Output each of the entries exactly, skipping every picture they contain.

————————

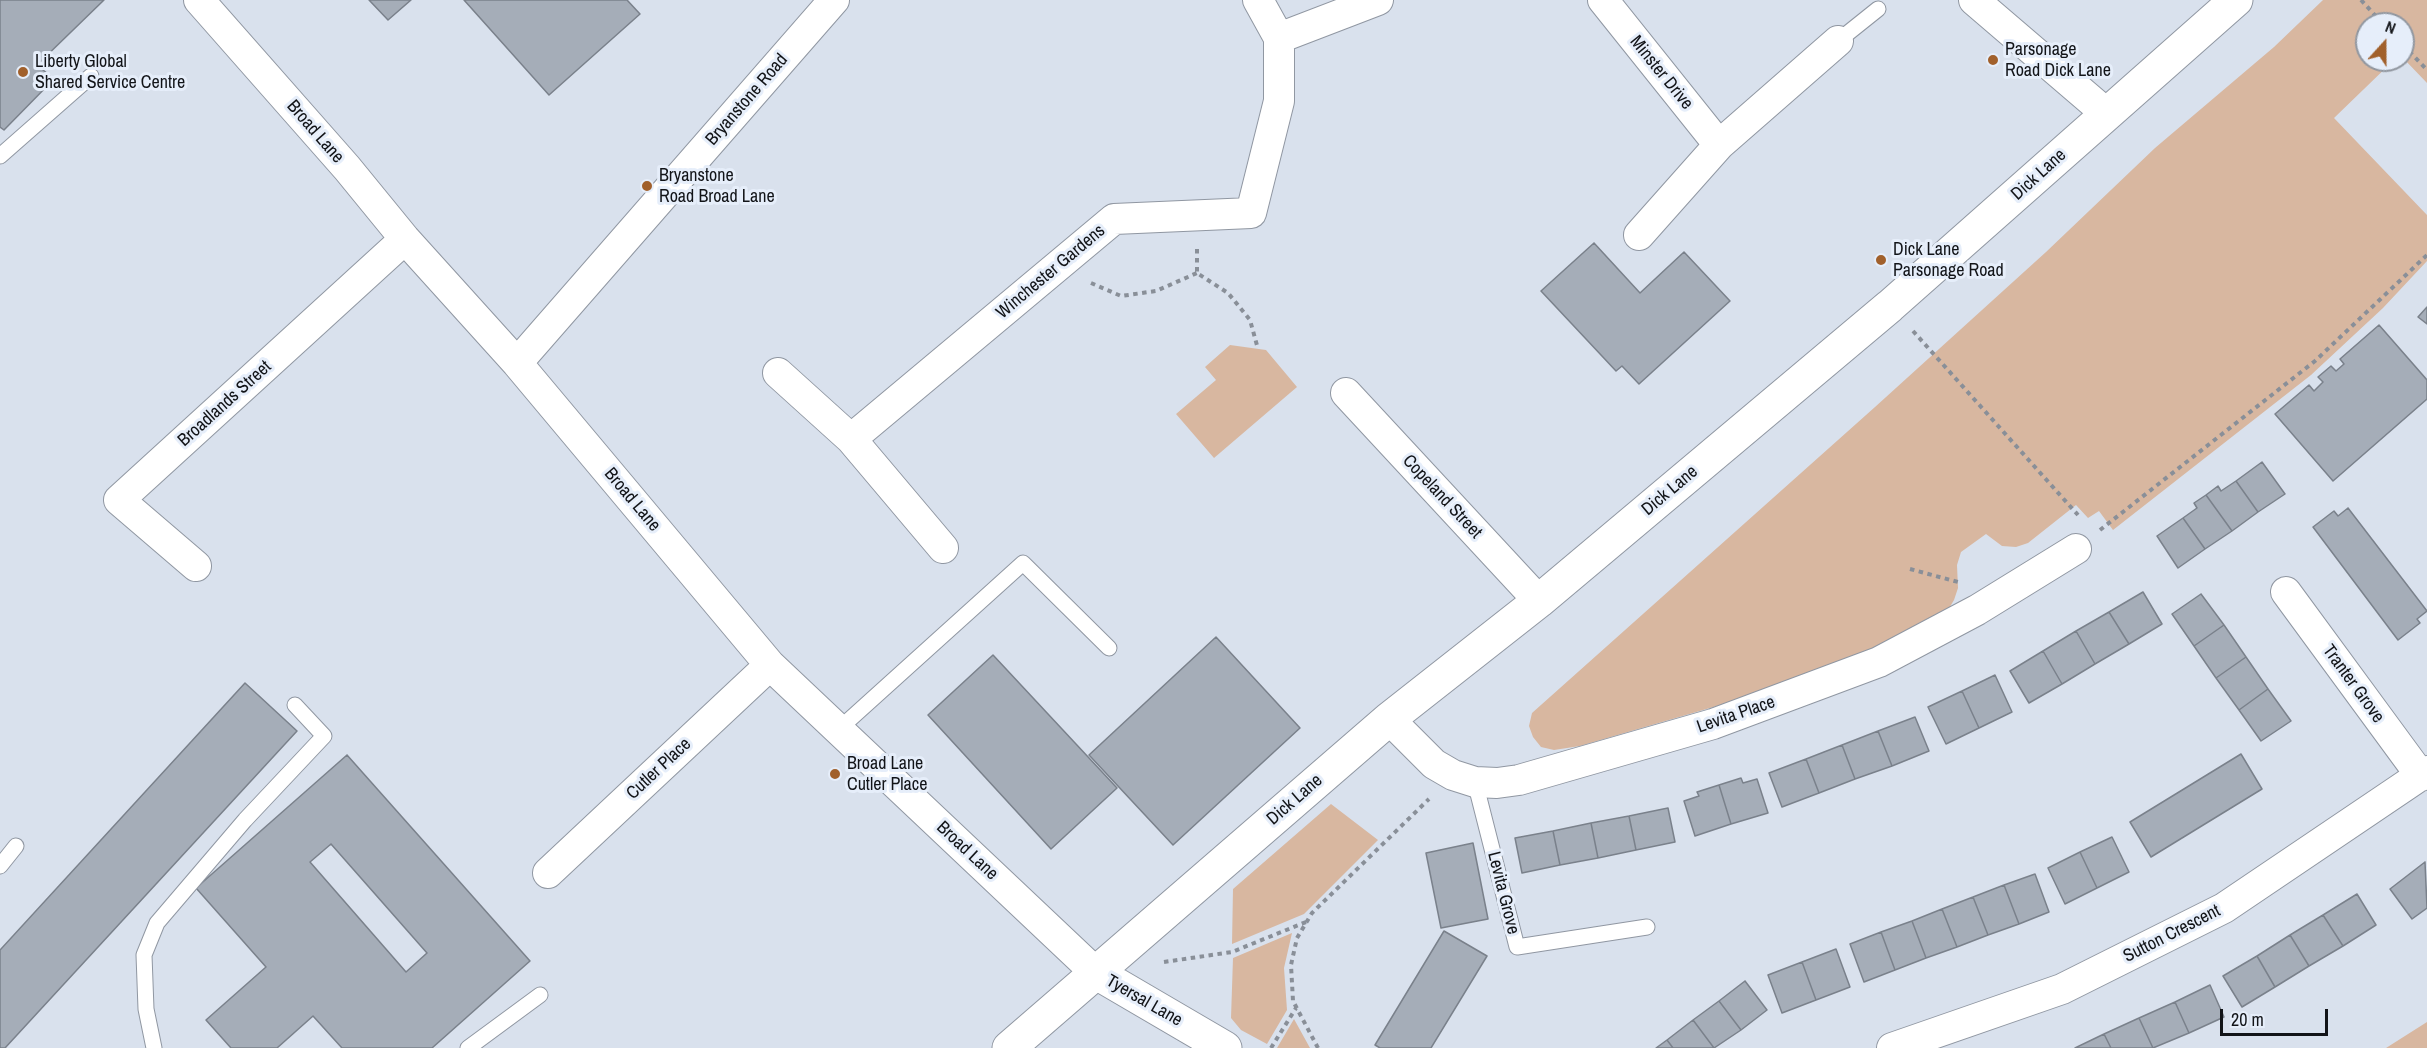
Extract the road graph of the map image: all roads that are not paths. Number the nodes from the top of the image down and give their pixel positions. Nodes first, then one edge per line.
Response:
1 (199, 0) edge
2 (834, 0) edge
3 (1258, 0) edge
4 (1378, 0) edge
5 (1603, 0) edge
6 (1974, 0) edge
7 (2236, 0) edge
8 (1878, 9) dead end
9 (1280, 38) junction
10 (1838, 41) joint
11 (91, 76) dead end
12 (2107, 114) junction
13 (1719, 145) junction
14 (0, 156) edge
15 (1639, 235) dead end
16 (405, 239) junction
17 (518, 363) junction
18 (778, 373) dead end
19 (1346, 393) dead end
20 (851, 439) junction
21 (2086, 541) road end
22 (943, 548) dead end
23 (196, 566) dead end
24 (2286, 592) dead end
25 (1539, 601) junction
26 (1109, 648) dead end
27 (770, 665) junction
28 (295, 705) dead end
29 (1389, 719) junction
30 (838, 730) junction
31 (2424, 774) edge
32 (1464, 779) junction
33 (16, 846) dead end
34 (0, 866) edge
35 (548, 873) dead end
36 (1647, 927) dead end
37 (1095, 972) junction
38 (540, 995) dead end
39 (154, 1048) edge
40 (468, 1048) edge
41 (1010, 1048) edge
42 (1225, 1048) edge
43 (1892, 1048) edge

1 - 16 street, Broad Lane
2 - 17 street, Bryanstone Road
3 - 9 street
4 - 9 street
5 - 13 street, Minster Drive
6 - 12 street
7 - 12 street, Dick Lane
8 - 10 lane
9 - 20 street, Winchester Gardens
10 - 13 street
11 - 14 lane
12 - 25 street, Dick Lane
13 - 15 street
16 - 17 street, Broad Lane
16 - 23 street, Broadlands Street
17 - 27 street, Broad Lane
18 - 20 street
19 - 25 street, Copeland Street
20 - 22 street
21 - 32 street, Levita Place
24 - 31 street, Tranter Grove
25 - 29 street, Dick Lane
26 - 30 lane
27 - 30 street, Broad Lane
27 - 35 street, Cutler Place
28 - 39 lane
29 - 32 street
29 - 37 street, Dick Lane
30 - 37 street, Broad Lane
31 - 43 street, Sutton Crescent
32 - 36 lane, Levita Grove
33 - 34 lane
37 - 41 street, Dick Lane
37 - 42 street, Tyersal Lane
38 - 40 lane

————————

> [Completed exercise]
Extract the road graph of the map image: all roads that are not paths. Number the nodes from the top of the image down and give their pixel positions. Nodes first, then one edge per line.
Response:
1 (199, 0) edge
2 (834, 0) edge
3 (1258, 0) edge
4 (1378, 0) edge
5 (1603, 0) edge
6 (1974, 0) edge
7 (2236, 0) edge
8 (1878, 9) dead end
9 (1280, 38) junction
10 (1838, 41) joint
11 (91, 76) dead end
12 (2107, 114) junction
13 (1719, 145) junction
14 (0, 156) edge
15 (1639, 235) dead end
16 (405, 239) junction
17 (518, 363) junction
18 (778, 373) dead end
19 (1346, 393) dead end
20 (851, 439) junction
21 (2086, 541) road end
22 (943, 548) dead end
23 (196, 566) dead end
24 (2286, 592) dead end
25 (1539, 601) junction
26 (1109, 648) dead end
27 (770, 665) junction
28 (295, 705) dead end
29 (1389, 719) junction
30 (838, 730) junction
31 (2424, 774) edge
32 (1464, 779) junction
33 (16, 846) dead end
34 (0, 866) edge
35 (548, 873) dead end
36 (1647, 927) dead end
37 (1095, 972) junction
38 (540, 995) dead end
39 (154, 1048) edge
40 (468, 1048) edge
41 (1010, 1048) edge
42 (1225, 1048) edge
43 (1892, 1048) edge

1 - 16 street, Broad Lane
2 - 17 street, Bryanstone Road
3 - 9 street
4 - 9 street
5 - 13 street, Minster Drive
6 - 12 street
7 - 12 street, Dick Lane
8 - 10 lane
9 - 20 street, Winchester Gardens
10 - 13 street
11 - 14 lane
12 - 25 street, Dick Lane
13 - 15 street
16 - 17 street, Broad Lane
16 - 23 street, Broadlands Street
17 - 27 street, Broad Lane
18 - 20 street
19 - 25 street, Copeland Street
20 - 22 street
21 - 32 street, Levita Place
24 - 31 street, Tranter Grove
25 - 29 street, Dick Lane
26 - 30 lane
27 - 30 street, Broad Lane
27 - 35 street, Cutler Place
28 - 39 lane
29 - 32 street
29 - 37 street, Dick Lane
30 - 37 street, Broad Lane
31 - 43 street, Sutton Crescent
32 - 36 lane, Levita Grove
33 - 34 lane
37 - 41 street, Dick Lane
37 - 42 street, Tyersal Lane
38 - 40 lane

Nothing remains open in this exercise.